A Historiografia da Literatura Mocambicana


Discussão terminológica das Literaturas dos PALOPs


A questão da nomenclatura das literaturas que acontecem no espaço geopolítico e sociocultural moçambicano, e de outros países de expressão portuguesa é alvo de controvérsias. A primeira concepção surge durante a vigência colonial, em que se usavam expressões como Literaturas da África Portuguesa, Literatura Ultramarina ou ainda Literatura Ultramarina de Portugal, posteriormente designadas de Literaturas Negra, por influência da Negritude, (Oliveira 1962; Císar 1967; apud Silva 2010:22). Todavia, Margarido (1980) apud Silva (2010) traz uma perspectiva diferente ao defini-las, primeiramente como Poesia Negra de Expressão Portuguesa, tempos mais tarde passou a designá-las de Literaturas das Nações Africanas de Língua Portuguesa, ou ainda Literaturas Africanas de Expressão Portuguesa, na tentativa de autonomizar as literaturas praticadas em Angola, Moçambique, São-Tomé, Cabo-Verde e Guiné, distanciando-se, desse modo, da Literatura Portuguesa. Esta designação é também empregue por Mendonça (1988) na apresentação da sua obra Literatura Moçambicana: História das Escritas. Outro teorizador que apresenta a sua contribuição é Hamilton (1981) que dentre várias opções por ele examinadas, pauta pela nomenclatura de Literaturas Lusófonas, pois, acredita ser esta uma terminologia livre de conotações colonialistas. Entretanto, esta posição é refutada por Ferreira (1987), uma vez que, para este autor o termo «lusofonia» está estritamente ligado a contaminações coloniais. Deste modo, Ferreira (1987), à semelhança de Margarido (1980), prima pela designação de Literaturas Africanas de Expressão Portuguesa, terminologia também adoptada pelo professor Pires Laranjeira (1995).

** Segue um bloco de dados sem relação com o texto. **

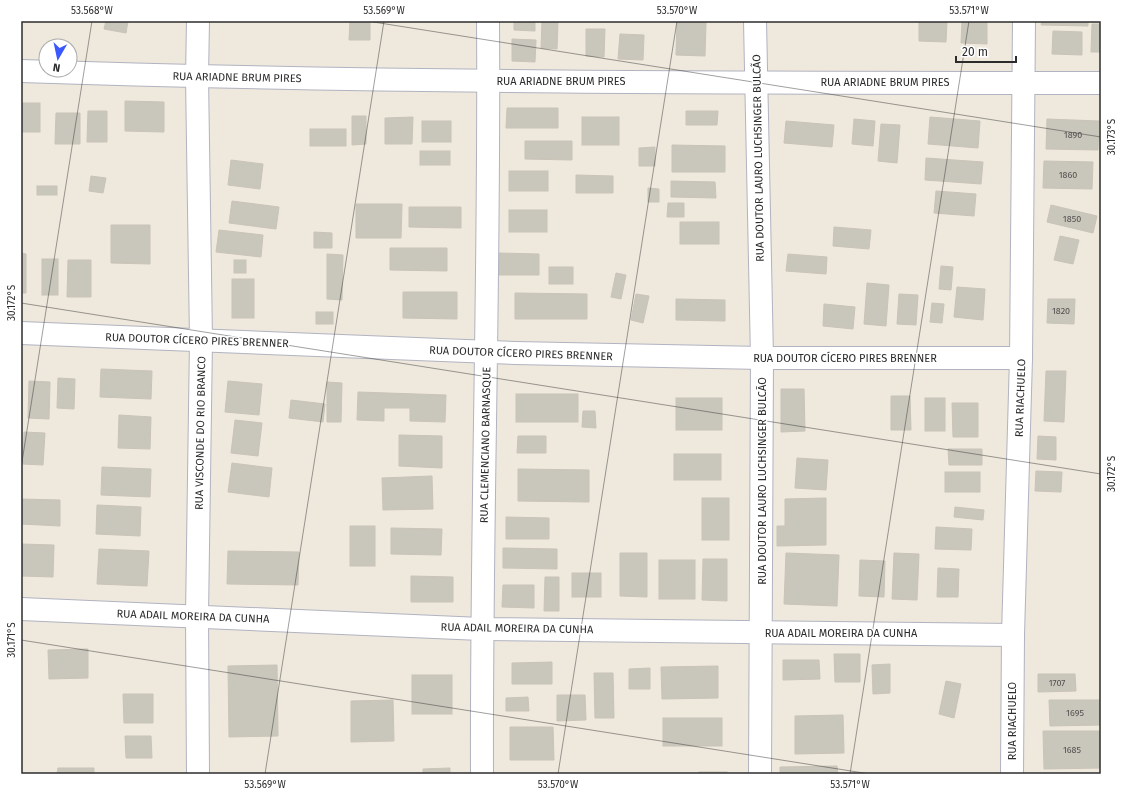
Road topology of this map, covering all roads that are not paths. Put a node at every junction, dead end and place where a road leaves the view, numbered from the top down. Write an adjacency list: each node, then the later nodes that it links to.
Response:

Silva (2010) refere que na academia brasileira, estas literaturas são estudadas num vasto conjunto considerado Literaturas Africanas de Língua Portuguesa. Com efeito, nos últimos tempos, a designação de Literaturas Africanas de Expressão/ Língua Portuguesa é privilegiada, pois, o termo expressão está virada para o plano da língua, e desprovida de compromissos coloniais. Devemos salientar que todas as tentativas de autonomizar estas literaturas, distanciando-as da sua ligação umbilical com o passado colonial redundam num fracasso visto que, a língua na qual se manifesta o plano de expressão, de per si, é uma herança inequívoca da dominação colonial que se manifestou a nível político, ideológico, sociocultural e linguístico. Outrossim, esta denominação acarreta índices de segregacionismo, dado que olha apenas àquela Literatura produzida desde a chegada dos europeus, durante e sob a dominação colonial, e pós-colonial, olhando simplesmente para o plano de expressão em Língua portuguesa (em alguns casos conjugado com as línguas moçambicanas), relegando a literatura oral (que é maioritariamente produzida em línguas moçambicanas).

Sobre a historiografia da Literatura Moçambicana

Lajolo (1994) apud Silva (2010:59) lembra que a historiografia literária, tal como é praticada hoje, procura organizar autores, obras e estilos de forma cronológica, formando conjuntos cujos recortes são baseados não só em critérios literários, como em critérios extraliterários, que se definem como um recorte da vida social. Segundo a autora aqui mencionada, qualquer que seja o critério de agrupamento adoptado, o historiador da literatura acaba por eleger algumas obras e autores em detrimento de outros, colaborando para a constituição de um cânone que se repete, via de regra, nos diferentes compêndios de historiografia literária de uma dada nação.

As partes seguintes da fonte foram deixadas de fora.